Challange accepted. I’ll post when it’s done, but this can now take some longer time. Thanks for help.

So. I kinda remastered the hearth of whole simulation and now i have this function:

``````__device__ void movenod(framework &k, int i, int j, float f)

{

float r;

float dx;

float dy;

float l = k.l;

float kk = k.k;

int size = k.rozmiar - 1;

int colbegin;

int colend;

int rawbegin;

int rawend;

/*

Some instructions about initiating colbegin, colend etc.

*/

nod aa = k.v[i][j];

for(int m = rawbegin; m <= rawend; m++)

for(int n = colbegin; n <= colend; n++)

{

if(!(m == 1 && n == 1))

if(k.v[i+m-1][j+n-1].exist == 1)

{

dx[m][n] = (aa.x - k.v[i+m-1][j+n-1].x);

dy[m][n] = aa.y - k.v[i+m-1][j+n-1].y;

Q_rsqrt((dx[m][n])*(dx[m][n]) + (dy[m][n])*(dy[m][n]), r[m][n]);

}

}

float Fx = 0;

float Fy = 0;

if(!(i == size && j >= (size+2)/3 && j <= (2 * size + 3) / 3 - 1))

{

for(int m = rawbegin; m <= rawend; m++)

for(int n = colbegin; n <= colend; n++)

{

if(!(m == 1 && n == 1))

if(k.v[i+m-1][j+n-1].exist == 1)

{

float rr = sqrt((float)(abs(m-1) + abs(n-1))) * l * r[m][n];

Fx += (rr - 1) * dx[m][n];

Fy += (rr - 1) * dy[m][n];

}

}

Fx *= -kk;

Fy *= -kk;

if(i == 0 && j >= (k.rozmiar +1)/3 && j <= (2 * k.rozmiar + 1) / 3 - 1)

Fy += f;

}

float norm = abs(Fx) + abs(Fy);

if(norm > 0.00001)

{

float a = 0;

float b = 0;

float c = 0;

for(int m = rawbegin; m <= rawend; m++)

for(int n = colbegin; n <= colend; n++)

if(!(m == 1 && n == 1))

if(k.v[i+m-1][j+n-1].exist == 1)

{

a += 1 - sqrt((float)(abs(m-1) + abs(n-1))) * l * r[m][n] * ( 1 + dx[m][n] * dx[m][n] * r[m][n] * r[m][n]);

b += sqrt((float)(abs(m-1) + abs(n-1))) * l * dx[m][n] * dy[m][n] * (r[m][n] * r[m][n] * r[m][n]);

c += 1 - sqrt((float)(abs(m-1) + abs(n-1))) * l * r[m][n] * ( 1 + dy[m][n] * dy[m][n] * r[m][n] * r[m][n]);

}

a *= -kk;

b *= -kk;

c *= -kk;

float det = a*c - b*b;

float A1 = c/det;

float A2 = -b/det;

float A3 = a/det;

k.v[i][j].x -= A1*Fx + A2*Fy;

k.v[i][j].y -= A2*Fx + A3*Fy;

}

}
``````

And the thing is- the code works perfectly on a normal compiling.

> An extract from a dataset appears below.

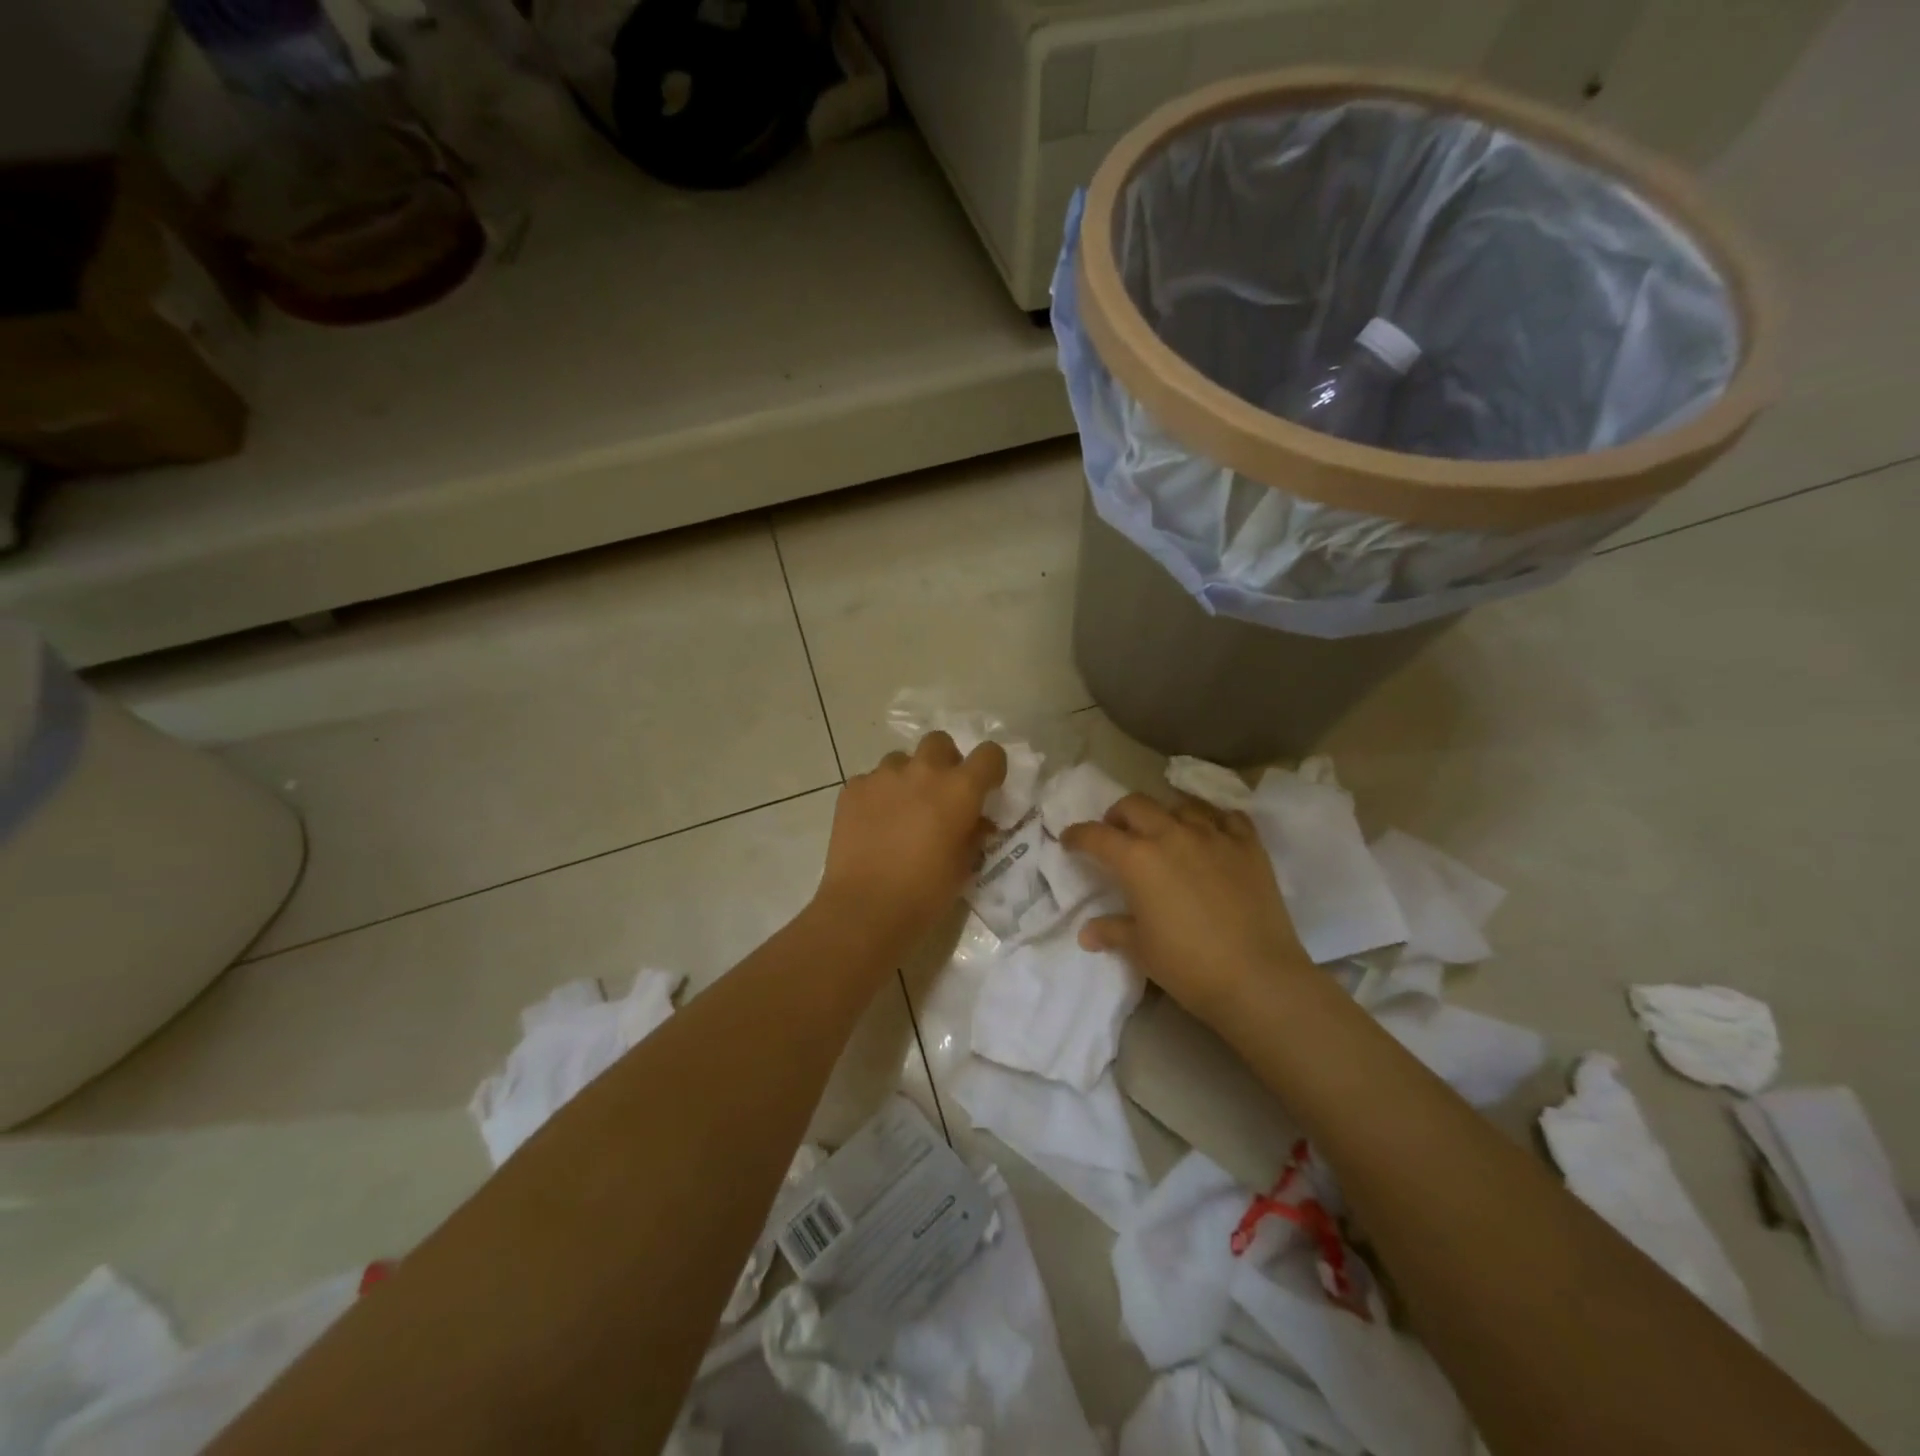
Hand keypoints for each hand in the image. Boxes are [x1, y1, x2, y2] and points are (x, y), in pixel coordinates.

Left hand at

On Cuda it gives me errors:

nod aa = k.v[i][j]; - > operand of “*” must be a pointer

and “expression must have pointer type” everywhere i use framework k. (for example if(k.v[i+m-1][j+n-1].exist == 1)).

First question-> why is that?

Second question - > How should i do this?

I’ve read some other topics, bot I’m not sure if I got it right- is the problem connected with 2 dimentional vector?

Btw, are you sure you need

float norm = abs(Fx) + abs(Fy);

not

float norm = fabs(Fx) + fabs(Fy);

?

Concerning your question, you need allocate memory in Cuda by your self and select proper functions to allocate memory on gpu.

I’m not sure if Nvidia has come around implementing [font=“Courier New”]vector[/font] for device code yet. I certainly haven’t used it so far.

Allrighty, so vectors at all. I guess thread can be closed, im going to implement other, other, faster method now anyway. Thank you all for advices: )

By the way, method im going to implement is all about solving single matrix equation, so I’m still using cuda for it: ).